* [YOUR OBJECTIVE] Return all lines of the records that contain the word "edges".

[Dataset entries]
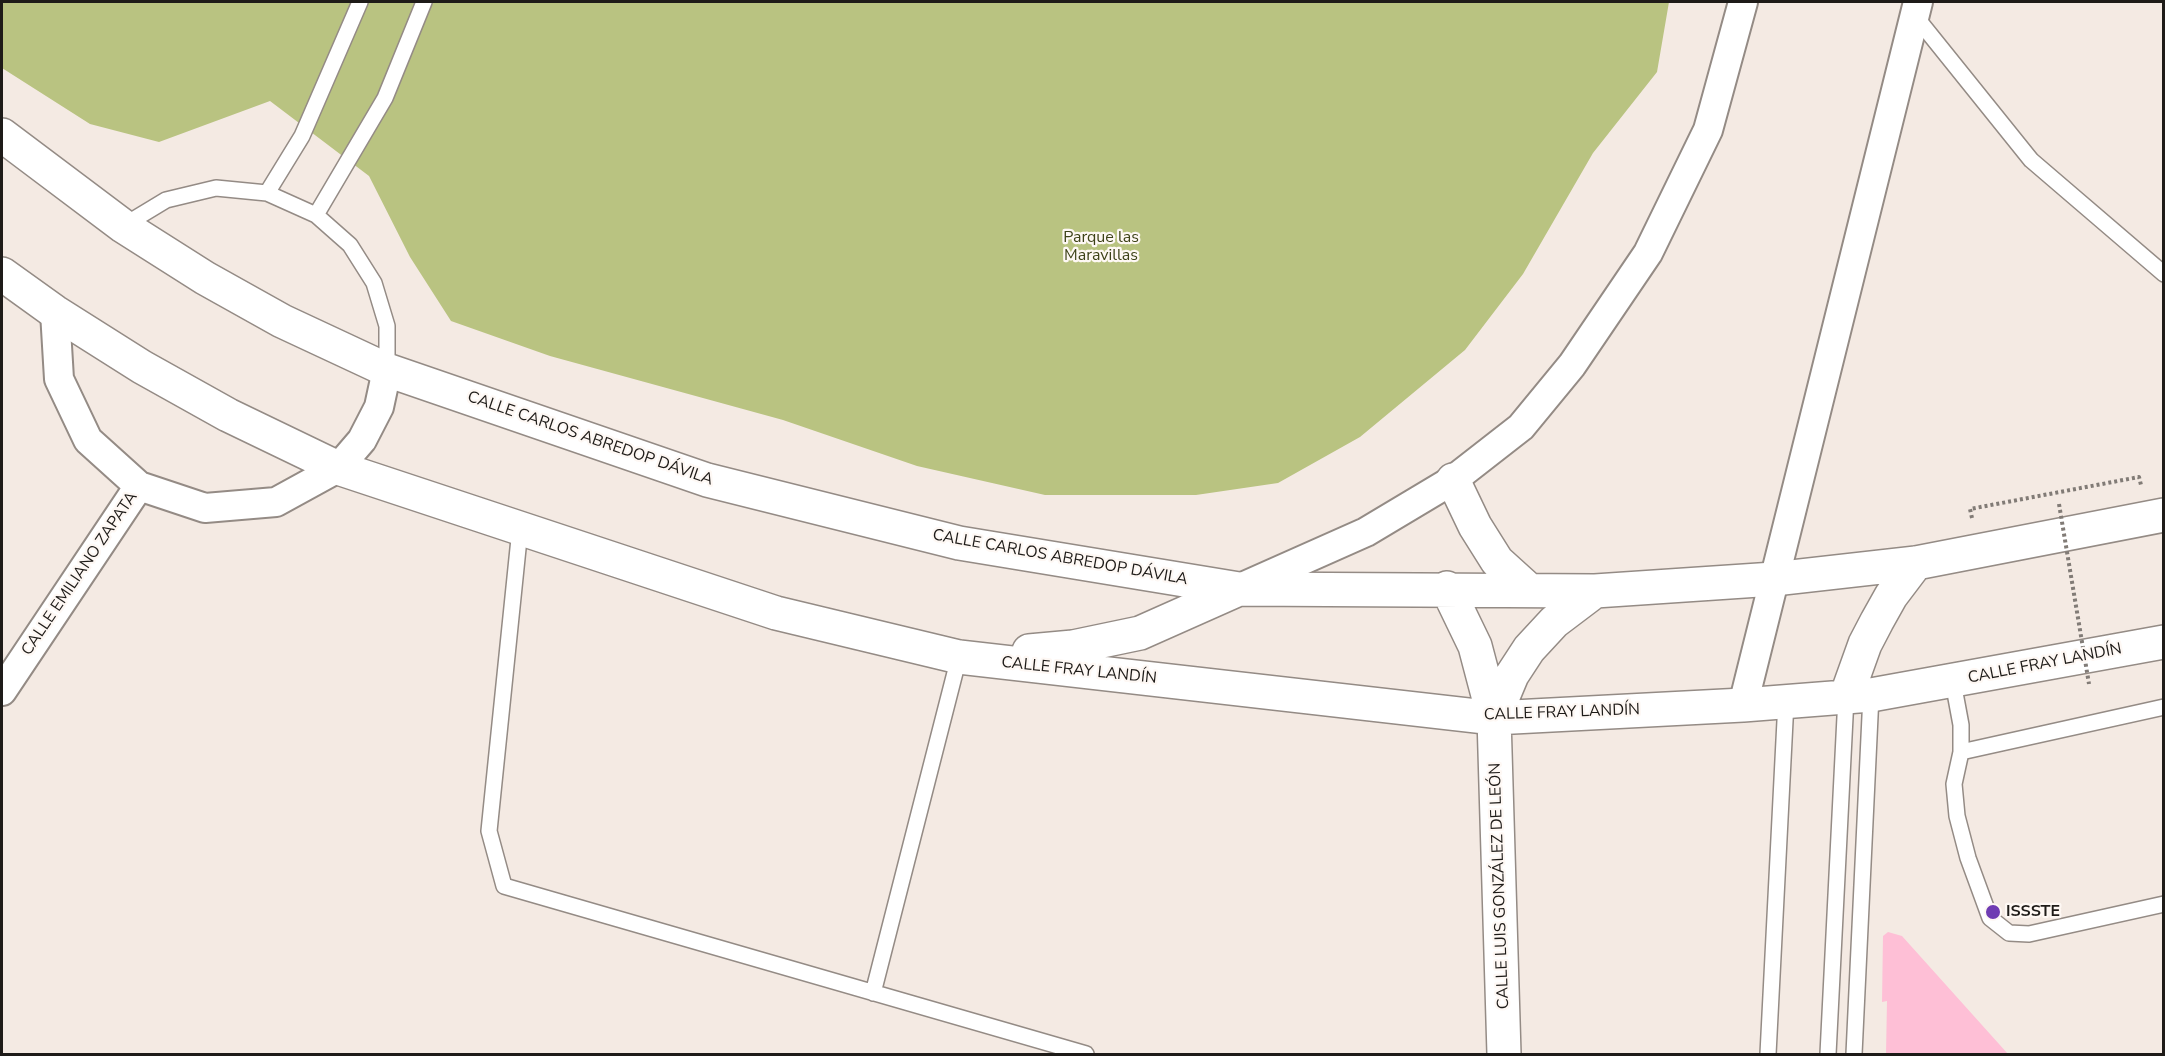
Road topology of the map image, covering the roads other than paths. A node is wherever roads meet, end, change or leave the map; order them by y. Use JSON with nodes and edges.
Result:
{"nodes":[{"id":1,"x":360,"y":2,"type":"edge"},
{"id":2,"x":424,"y":2,"type":"edge"},
{"id":3,"x":1743,"y":2,"type":"edge"},
{"id":4,"x":1917,"y":9,"type":"edge"},
{"id":5,"x":2,"y":135,"type":"edge"},
{"id":6,"x":267,"y":193,"type":"junction"},
{"id":7,"x":316,"y":215,"type":"junction"},
{"id":8,"x":123,"y":226,"type":"junction"},
{"id":9,"x":2,"y":274,"type":"edge"},
{"id":10,"x":2163,"y":274,"type":"edge"},
{"id":11,"x":55,"y":312,"type":"junction"},
{"id":12,"x":387,"y":370,"type":"junction"},
{"id":13,"x":338,"y":468,"type":"junction"},
{"id":14,"x":1453,"y":480,"type":"junction"},
{"id":15,"x":139,"y":486,"type":"junction"},
{"id":16,"x":2163,"y":501,"type":"edge"},
{"id":17,"x":2148,"y":518,"type":"edge"},
{"id":18,"x":520,"y":529,"type":"junction"},
{"id":19,"x":1916,"y":563,"type":"junction"},
{"id":20,"x":1774,"y":579,"type":"junction"},
{"id":21,"x":1447,"y":588,"type":"junction"},
{"id":22,"x":1239,"y":589,"type":"junction"},
{"id":23,"x":1529,"y":590,"type":"junction"},
{"id":24,"x":1595,"y":591,"type":"junction"},
{"id":25,"x":2163,"y":642,"type":"edge"},
{"id":26,"x":959,"y":657,"type":"junction"},
{"id":27,"x":1953,"y":682,"type":"junction"},
{"id":28,"x":2,"y":691,"type":"edge"},
{"id":29,"x":1858,"y":696,"type":"junction"},
{"id":30,"x":1786,"y":701,"type":"junction"},
{"id":31,"x":1743,"y":705,"type":"junction"},
{"id":32,"x":2163,"y":707,"type":"edge"},
{"id":33,"x":1494,"y":718,"type":"junction"},
{"id":34,"x":1961,"y":752,"type":"junction"},
{"id":35,"x":2163,"y":904,"type":"edge"},
{"id":36,"x":873,"y":993,"type":"junction"},
{"id":37,"x":1086,"y":1054,"type":"edge"},
{"id":38,"x":1504,"y":1054,"type":"edge"},
{"id":39,"x":1768,"y":1054,"type":"edge"},
{"id":40,"x":1828,"y":1054,"type":"edge"},
{"id":41,"x":1854,"y":1054,"type":"edge"}],
"edges":[{"from":1,"to":6,"type":"lane"},
{"from":2,"to":7,"type":"lane"},
{"from":3,"to":14,"type":"street"},
{"from":4,"to":10,"type":"lane"},
{"from":4,"to":20,"type":"street"},
{"from":5,"to":8,"type":"main road","name":"CALLE CARLOS ABREDOP DÁVILA"},
{"from":6,"to":7,"type":"lane"},
{"from":6,"to":8,"type":"lane"},
{"from":7,"to":12,"type":"lane"},
{"from":8,"to":12,"type":"main road","name":"CALLE CARLOS ABREDOP DÁVILA"},
{"from":9,"to":11,"type":"main road"},
{"from":11,"to":13,"type":"main road"},
{"from":11,"to":15,"type":"street"},
{"from":12,"to":13,"type":"street"},
{"from":12,"to":22,"type":"main road","name":"CALLE CARLOS ABREDOP DÁVILA"},
{"from":13,"to":15,"type":"street"},
{"from":13,"to":18,"type":"main road"},
{"from":14,"to":22,"type":"street"},
{"from":14,"to":23,"type":"main road"},
{"from":15,"to":28,"type":"street","name":"CALLE EMILIANO ZAPATA"},
{"from":16,"to":17,"type":"lane"},
{"from":17,"to":19,"type":"main road"},
{"from":18,"to":26,"type":"main road"},
{"from":18,"to":36,"type":"lane"},
{"from":19,"to":20,"type":"main road"},
{"from":19,"to":29,"type":"main road"},
{"from":20,"to":24,"type":"main road"},
{"from":20,"to":31,"type":"street"},
{"from":21,"to":22,"type":"main road"},
{"from":21,"to":23,"type":"main road"},
{"from":21,"to":33,"type":"main road"},
{"from":22,"to":26,"type":"main road"},
{"from":23,"to":24,"type":"main road"},
{"from":24,"to":33,"type":"main road"},
{"from":25,"to":27,"type":"main road","name":"CALLE FRAY LANDÍN"},
{"from":26,"to":33,"type":"main road","name":"CALLE FRAY LANDÍN"},
{"from":26,"to":36,"type":"lane"},
{"from":27,"to":29,"type":"main road","name":"CALLE FRAY LANDÍN"},
{"from":27,"to":34,"type":"lane"},
{"from":29,"to":30,"type":"main road","name":"CALLE FRAY LANDÍN"},
{"from":29,"to":40,"type":"lane"},
{"from":29,"to":41,"type":"lane"},
{"from":30,"to":31,"type":"main road","name":"CALLE FRAY LANDÍN"},
{"from":30,"to":39,"type":"lane"},
{"from":31,"to":33,"type":"main road","name":"CALLE FRAY LANDÍN"},
{"from":32,"to":34,"type":"lane"},
{"from":33,"to":38,"type":"main road","name":"CALLE LUIS GONZÁLEZ DE LEÓN"},
{"from":34,"to":35,"type":"lane"},
{"from":36,"to":37,"type":"lane"}]}
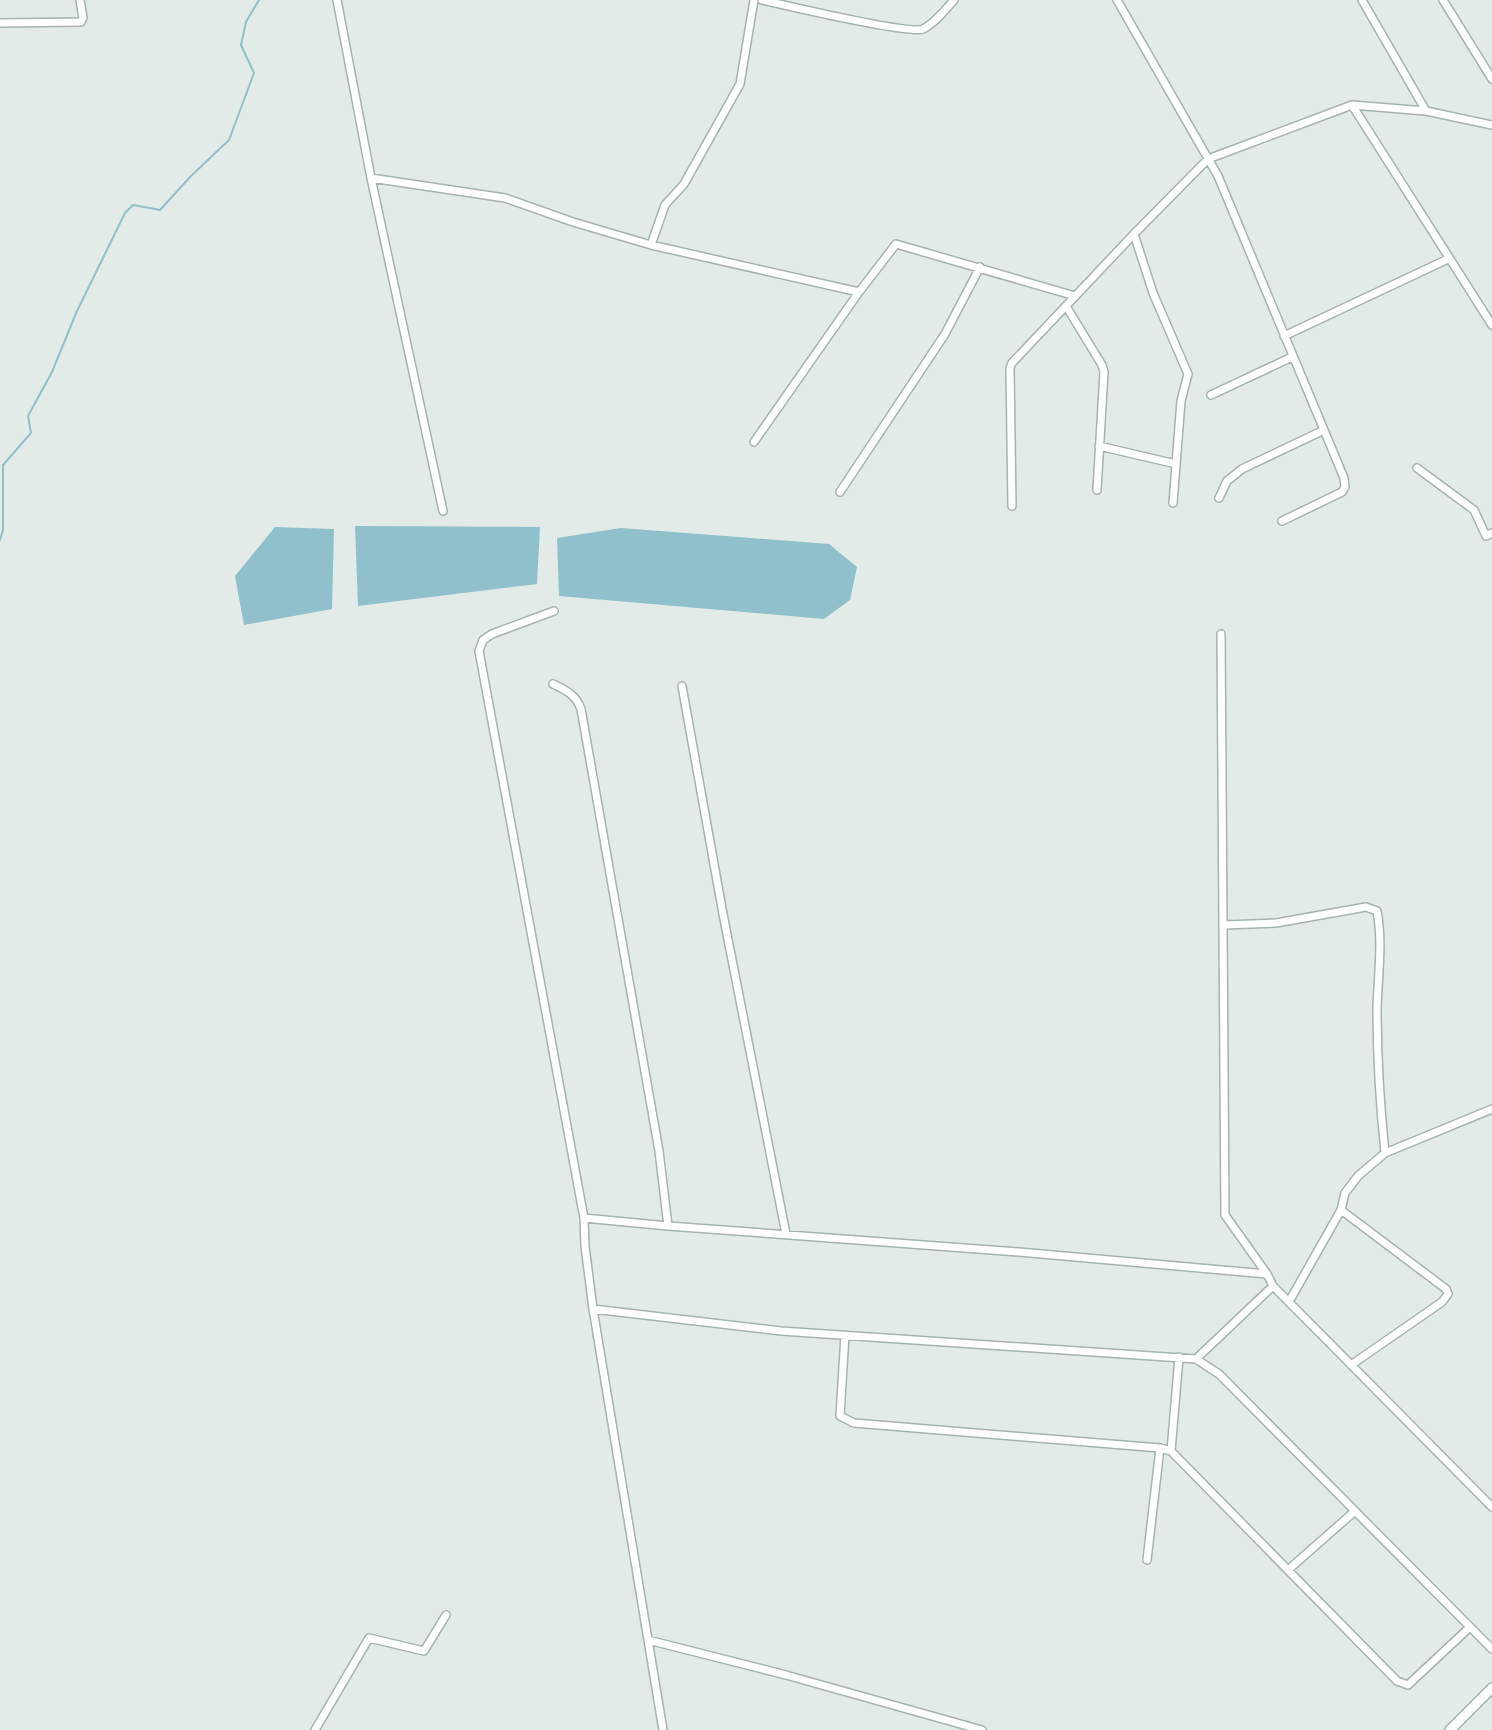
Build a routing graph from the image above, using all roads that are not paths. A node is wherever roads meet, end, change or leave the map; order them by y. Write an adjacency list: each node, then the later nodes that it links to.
1 (80, 0): 9 (street)
2 (337, 0): 15 (street)
3 (754, 0): 17 (street)
4 (762, 0): 5 (street)
5 (954, 0)
6 (1118, 0): 14 (street)
7 (1362, 0): 12 (street)
8 (1443, 0): 10 (street)
9 (0, 23)
10 (1492, 79)
11 (1352, 105): 12 (street); 14 (street); 18 (street)
12 (1426, 111): 13 (street)
13 (1492, 125)
14 (1208, 159): 16 (street); 24 (street)
15 (371, 178): 17 (street); 37 (street)
16 (1134, 234): 21 (street); 30 (street)
17 (651, 244): 20 (street)
18 (1448, 259): 23 (street); 24 (street)
19 (980, 267): 20 (street); 21 (street); 33 (street)
20 (859, 292): 28 (street)
21 (1075, 296): 22 (street)
22 (1066, 306): 29 (street); 36 (street)
23 (1492, 325)
24 (1284, 336): 25 (street)
25 (1292, 357): 26 (street); 27 (street)
26 (1211, 395)
27 (1324, 430): 34 (street); 38 (street)
28 (754, 442)
29 (1099, 446): 30 (street); 32 (street)
30 (1176, 464): 35 (street)
31 (1417, 468): 39 (street)
32 (1097, 490)
33 (840, 492)
34 (1219, 498)
35 (1173, 503)
36 (1012, 506)
37 (443, 511)
38 (1282, 521)
39 (1492, 533)
40 (554, 611): 48 (street)
41 (1221, 634): 44 (street)
42 (553, 684): 49 (street)
43 (682, 686): 50 (street)
44 (1224, 925): 46 (street); 51 (street)
45 (1492, 1109): 46 (street)
46 (1385, 1153): 47 (street)
47 (1341, 1210): 53 (street); 58 (street)
48 (584, 1218): 49 (street); 54 (street)
49 (668, 1226): 50 (street)
50 (786, 1234): 51 (street)
51 (1267, 1274): 52 (street)
52 (1273, 1286): 53 (street); 57 (street)
53 (1290, 1300): 58 (street)
54 (593, 1309): 55 (street); 67 (street)
55 (845, 1335): 56 (street); 59 (street)
56 (1179, 1357): 57 (street); 60 (street)
57 (1196, 1359): 62 (street)
58 (1351, 1365): 61 (street)
59 (1160, 1448): 60 (street); 63 (street)
60 (1171, 1451): 64 (street)
61 (1492, 1508)
62 (1355, 1511): 64 (street); 66 (street)
63 (1147, 1560)
64 (1288, 1570): 66 (street)
65 (446, 1616): 70 (street)
66 (1470, 1627): 68 (street)
67 (648, 1640): 71 (street); 72 (street)
68 (1492, 1649)
69 (1492, 1688): 73 (street)
70 (315, 1730)
71 (663, 1730)
72 (982, 1730)
73 (1449, 1730)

* [EXERCISE RESPONSE]
Road topology of the map image, covering the roads other than paths. A node is wherever roads meet, end, change or leave the map; order them by y. Use JSON with nodes and edges.
"edges":[{"from":1,"to":6,"type":"lane"},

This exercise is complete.